### WHAT YOU NEED TO DO:
Retype all of the data shown below, keeping every character the same.
--- DATA IN THIS EXERCISE ---
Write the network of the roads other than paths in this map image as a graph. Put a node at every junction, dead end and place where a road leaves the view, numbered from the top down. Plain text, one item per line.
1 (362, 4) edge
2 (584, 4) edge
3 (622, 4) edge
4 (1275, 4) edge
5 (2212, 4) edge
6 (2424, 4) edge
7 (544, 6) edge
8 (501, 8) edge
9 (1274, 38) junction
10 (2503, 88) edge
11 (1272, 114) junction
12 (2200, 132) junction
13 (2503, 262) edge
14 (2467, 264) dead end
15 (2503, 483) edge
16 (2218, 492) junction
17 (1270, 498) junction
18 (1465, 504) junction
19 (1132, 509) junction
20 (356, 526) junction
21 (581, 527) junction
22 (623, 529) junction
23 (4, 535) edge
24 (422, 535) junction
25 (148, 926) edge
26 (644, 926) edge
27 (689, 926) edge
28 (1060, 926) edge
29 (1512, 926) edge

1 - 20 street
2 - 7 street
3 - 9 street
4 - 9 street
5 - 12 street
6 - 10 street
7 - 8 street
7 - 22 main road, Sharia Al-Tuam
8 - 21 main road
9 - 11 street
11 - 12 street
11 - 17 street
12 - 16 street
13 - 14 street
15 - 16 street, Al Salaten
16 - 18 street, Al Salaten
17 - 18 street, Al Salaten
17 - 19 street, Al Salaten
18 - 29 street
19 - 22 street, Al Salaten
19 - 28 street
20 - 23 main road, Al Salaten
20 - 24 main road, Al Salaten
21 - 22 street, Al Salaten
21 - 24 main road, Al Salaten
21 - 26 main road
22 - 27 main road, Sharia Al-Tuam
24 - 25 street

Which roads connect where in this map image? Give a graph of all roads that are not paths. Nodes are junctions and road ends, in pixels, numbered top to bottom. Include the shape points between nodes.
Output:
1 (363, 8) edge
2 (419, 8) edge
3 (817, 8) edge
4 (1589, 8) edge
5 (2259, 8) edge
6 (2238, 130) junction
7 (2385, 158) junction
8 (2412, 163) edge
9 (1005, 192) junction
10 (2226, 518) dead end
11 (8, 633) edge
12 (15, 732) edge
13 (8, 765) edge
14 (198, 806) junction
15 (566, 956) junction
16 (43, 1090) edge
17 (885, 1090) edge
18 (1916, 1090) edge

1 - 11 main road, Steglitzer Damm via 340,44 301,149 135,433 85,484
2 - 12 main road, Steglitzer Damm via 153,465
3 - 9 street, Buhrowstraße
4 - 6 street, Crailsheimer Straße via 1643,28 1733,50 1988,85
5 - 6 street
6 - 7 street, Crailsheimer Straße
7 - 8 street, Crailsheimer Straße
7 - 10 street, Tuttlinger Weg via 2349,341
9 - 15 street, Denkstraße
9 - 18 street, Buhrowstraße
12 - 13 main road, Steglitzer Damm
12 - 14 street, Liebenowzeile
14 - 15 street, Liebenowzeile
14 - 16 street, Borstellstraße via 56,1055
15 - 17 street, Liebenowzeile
---
### RESPONSE TO THE TASK:
Write the network of the roads other than paths in this map image as a graph. Put a node at every junction, dead end and place where a road leaves the view, numbered from the top down. Plain text, one item per line.
1 (362, 4) edge
2 (584, 4) edge
3 (622, 4) edge
4 (1275, 4) edge
5 (2212, 4) edge
6 (2424, 4) edge
7 (544, 6) edge
8 (501, 8) edge
9 (1274, 38) junction
10 (2503, 88) edge
11 (1272, 114) junction
12 (2200, 132) junction
13 (2503, 262) edge
14 (2467, 264) dead end
15 (2503, 483) edge
16 (2218, 492) junction
17 (1270, 498) junction
18 (1465, 504) junction
19 (1132, 509) junction
20 (356, 526) junction
21 (581, 527) junction
22 (623, 529) junction
23 (4, 535) edge
24 (422, 535) junction
25 (148, 926) edge
26 (644, 926) edge
27 (689, 926) edge
28 (1060, 926) edge
29 (1512, 926) edge

1 - 20 street
2 - 7 street
3 - 9 street
4 - 9 street
5 - 12 street
6 - 10 street
7 - 8 street
7 - 22 main road, Sharia Al-Tuam
8 - 21 main road
9 - 11 street
11 - 12 street
11 - 17 street
12 - 16 street
13 - 14 street
15 - 16 street, Al Salaten
16 - 18 street, Al Salaten
17 - 18 street, Al Salaten
17 - 19 street, Al Salaten
18 - 29 street
19 - 22 street, Al Salaten
19 - 28 street
20 - 23 main road, Al Salaten
20 - 24 main road, Al Salaten
21 - 22 street, Al Salaten
21 - 24 main road, Al Salaten
21 - 26 main road
22 - 27 main road, Sharia Al-Tuam
24 - 25 street

Which roads connect where in this map image? Give a graph of all roads that are not paths. Nodes are junctions and road ends, in pixels, numbered top to bottom. Include the shape points between nodes.
Output:
1 (363, 8) edge
2 (419, 8) edge
3 (817, 8) edge
4 (1589, 8) edge
5 (2259, 8) edge
6 (2238, 130) junction
7 (2385, 158) junction
8 (2412, 163) edge
9 (1005, 192) junction
10 (2226, 518) dead end
11 (8, 633) edge
12 (15, 732) edge
13 (8, 765) edge
14 (198, 806) junction
15 (566, 956) junction
16 (43, 1090) edge
17 (885, 1090) edge
18 (1916, 1090) edge

1 - 11 main road, Steglitzer Damm via 340,44 301,149 135,433 85,484
2 - 12 main road, Steglitzer Damm via 153,465
3 - 9 street, Buhrowstraße
4 - 6 street, Crailsheimer Straße via 1643,28 1733,50 1988,85
5 - 6 street
6 - 7 street, Crailsheimer Straße
7 - 8 street, Crailsheimer Straße
7 - 10 street, Tuttlinger Weg via 2349,341
9 - 15 street, Denkstraße
9 - 18 street, Buhrowstraße
12 - 13 main road, Steglitzer Damm
12 - 14 street, Liebenowzeile
14 - 15 street, Liebenowzeile
14 - 16 street, Borstellstraße via 56,1055
15 - 17 street, Liebenowzeile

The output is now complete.